Extracted data section start
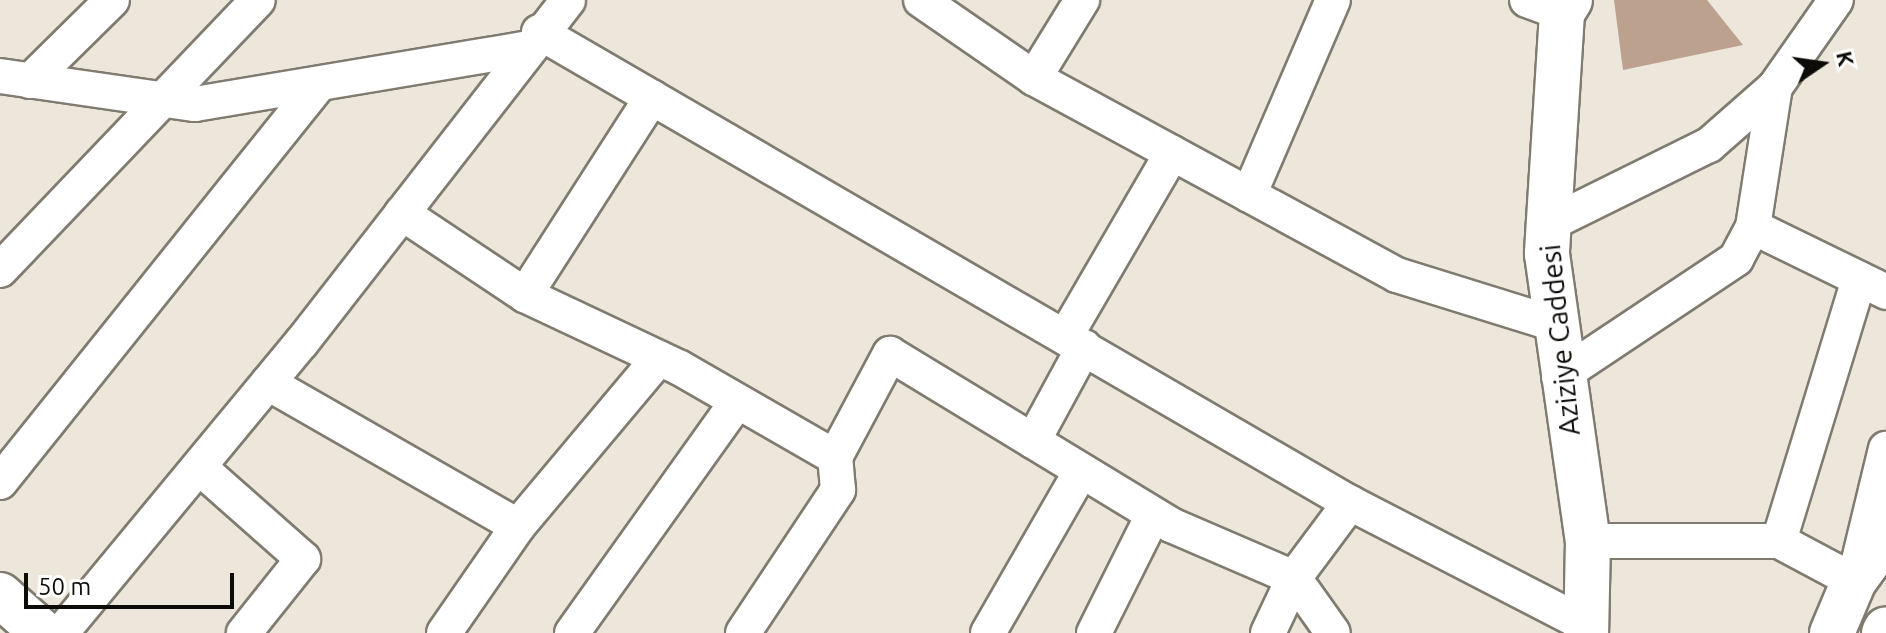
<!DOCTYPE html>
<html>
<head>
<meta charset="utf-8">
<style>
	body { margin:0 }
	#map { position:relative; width:1886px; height:633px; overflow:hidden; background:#ece7da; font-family:Ubuntu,sans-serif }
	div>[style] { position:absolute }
	.building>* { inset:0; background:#bca28e }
	.roads { filter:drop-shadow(2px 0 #807b70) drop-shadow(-2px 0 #807b70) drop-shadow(0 2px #807b70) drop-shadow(0 -2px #807b70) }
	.street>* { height:34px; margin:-17px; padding:0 17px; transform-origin:17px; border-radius:17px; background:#fff }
	.secondary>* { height:44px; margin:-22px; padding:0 22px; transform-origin:22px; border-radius:22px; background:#fff }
	.primary>* { height:44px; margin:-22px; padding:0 22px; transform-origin:22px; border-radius:22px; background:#fff }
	span { translate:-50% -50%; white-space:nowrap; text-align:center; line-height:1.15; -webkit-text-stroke:6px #fff; paint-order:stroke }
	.street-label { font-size:28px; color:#0d0b08 }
	.north { position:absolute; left:1782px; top:24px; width:80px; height:80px; -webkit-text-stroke:6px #fff; paint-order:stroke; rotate:77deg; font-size:22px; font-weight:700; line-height:32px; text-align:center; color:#0d0b08 }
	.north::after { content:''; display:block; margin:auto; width:28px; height:36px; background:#0d0b08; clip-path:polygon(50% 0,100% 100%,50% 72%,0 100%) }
	.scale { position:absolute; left:24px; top:573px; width:210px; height:36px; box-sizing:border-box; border:4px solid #0d0b08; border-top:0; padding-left:10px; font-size:24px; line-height:28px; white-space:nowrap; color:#0d0b08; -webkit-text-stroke:6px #fff; paint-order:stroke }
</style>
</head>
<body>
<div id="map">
	<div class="building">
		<div style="clip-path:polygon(1614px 0,1707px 0,1743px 45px,1623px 70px)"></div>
	</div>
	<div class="roads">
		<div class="street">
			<div style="left:921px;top:0;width:137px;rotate:34.6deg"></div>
			<div style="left:1034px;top:78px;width:413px;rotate:28.5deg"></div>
			<div style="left:1397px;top:275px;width:164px;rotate:17.3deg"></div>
			<div style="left:1527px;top:0;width:37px;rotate:20deg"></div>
			<div style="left:539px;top:32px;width:938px;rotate:30.15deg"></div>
			<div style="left:1350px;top:503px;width:266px;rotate:27.3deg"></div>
			<div style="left:0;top:76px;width:197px;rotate:8.2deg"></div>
			<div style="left:195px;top:104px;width:334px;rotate:-9.5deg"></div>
			<div style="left:1034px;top:78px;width:92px;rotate:-58.4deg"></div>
			<div style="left:30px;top:81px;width:115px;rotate:-44.6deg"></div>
			<div style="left:1249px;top:195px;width:212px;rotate:-66.7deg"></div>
			<div style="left:402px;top:213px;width:148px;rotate:33.7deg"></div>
			<div style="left:525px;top:295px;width:171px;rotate:25.2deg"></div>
			<div style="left:680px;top:368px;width:179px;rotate:29.9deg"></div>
			<div style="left:1549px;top:224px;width:178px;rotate:-26.3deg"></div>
			<div style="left:1709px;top:145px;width:88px;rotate:-41.3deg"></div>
			<div style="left:1753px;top:227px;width:148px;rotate:26deg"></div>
			<div style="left:0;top:270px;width:373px;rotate:-46.3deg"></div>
			<div style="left:525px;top:295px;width:235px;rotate:-57.3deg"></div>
			<div style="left:1065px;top:337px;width:213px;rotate:-59.8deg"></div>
			<div style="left:1559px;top:377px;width:213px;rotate:-33.7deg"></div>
			<div style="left:1736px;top:259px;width:36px;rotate:-62deg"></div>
			<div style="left:1753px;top:227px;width:142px;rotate:-81.1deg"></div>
			<div style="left:1775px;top:87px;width:106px;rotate:-55deg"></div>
			<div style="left:268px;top:383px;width:288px;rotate:29.8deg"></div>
			<div style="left:1033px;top:441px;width:107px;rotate:-61.5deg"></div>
			<div style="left:199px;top:467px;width:139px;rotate:41.5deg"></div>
			<div style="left:303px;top:559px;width:95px;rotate:128.6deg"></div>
			<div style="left:0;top:482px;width:510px;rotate:-51.29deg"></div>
			<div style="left:1588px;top:541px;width:191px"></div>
			<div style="left:1779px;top:541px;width:85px;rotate:28.1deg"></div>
			<div style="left:1854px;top:581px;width:136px;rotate:-76.4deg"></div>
			<div style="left:1779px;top:541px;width:274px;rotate:-73deg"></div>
			<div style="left:61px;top:633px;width:378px;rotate:-50.4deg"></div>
			<div style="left:302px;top:342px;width:433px;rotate:-52.1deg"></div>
			<div style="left:444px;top:633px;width:130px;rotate:-55.3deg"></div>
			<div style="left:518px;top:526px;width:219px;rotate:-50deg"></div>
			<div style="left:572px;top:633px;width:284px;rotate:-54.5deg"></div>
			<div style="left:743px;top:633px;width:172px;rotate:-56.4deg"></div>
			<div style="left:838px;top:490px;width:33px;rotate:-95deg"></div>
			<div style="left:835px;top:457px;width:117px;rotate:-61.9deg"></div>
			<div style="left:890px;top:354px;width:329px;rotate:31.3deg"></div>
			<div style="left:1171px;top:525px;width:134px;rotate:23.3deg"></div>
			<div style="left:1294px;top:578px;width:67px;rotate:54.7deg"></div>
			<div style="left:988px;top:633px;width:187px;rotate:-60.1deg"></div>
			<div style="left:1094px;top:633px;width:132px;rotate:-63.4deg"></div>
			<div style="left:1268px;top:633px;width:61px;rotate:-64.7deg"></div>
			<div style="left:1294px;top:578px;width:94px;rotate:-53.3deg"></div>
		</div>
		<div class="secondary">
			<div style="left:1570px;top:0;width:15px;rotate:122deg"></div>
			<div style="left:1562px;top:13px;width:241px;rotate:93.6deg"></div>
			<div style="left:1547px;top:254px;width:290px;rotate:81.9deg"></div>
			<div style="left:1588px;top:541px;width:92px;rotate:91.2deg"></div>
			<div style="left:0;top:595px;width:57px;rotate:41.5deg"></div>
		</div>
		<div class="primary">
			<div style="left:1832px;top:633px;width:56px;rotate:-67.1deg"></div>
			<div style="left:1854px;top:581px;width:54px;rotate:-54deg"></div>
			<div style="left:1884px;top:633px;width:4px;rotate:-63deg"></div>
		</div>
	</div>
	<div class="street-label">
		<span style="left:1560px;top:340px;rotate:-96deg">Aziziye Caddesi</span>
	</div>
	<div class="north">K</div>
	<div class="scale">50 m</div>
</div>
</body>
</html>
Extracted data section end
- **Required work**:
Return, with no change at all, every line in the entries above from the line containing "position:relative; width:1886px; height:633px;" through the line containing "filter:drop-shadow(2px 0 #807b70)".

- **Answer box**:
	#map { position:relative; width:1886px; height:633px; overflow:hidden; background:#ece7da; font-family:Ubuntu,sans-serif }
	div>[style] { position:absolute }
	.building>* { inset:0; background:#bca28e }
	.roads { filter:drop-shadow(2px 0 #807b70) drop-shadow(-2px 0 #807b70) drop-shadow(0 2px #807b70) drop-shadow(0 -2px #807b70) }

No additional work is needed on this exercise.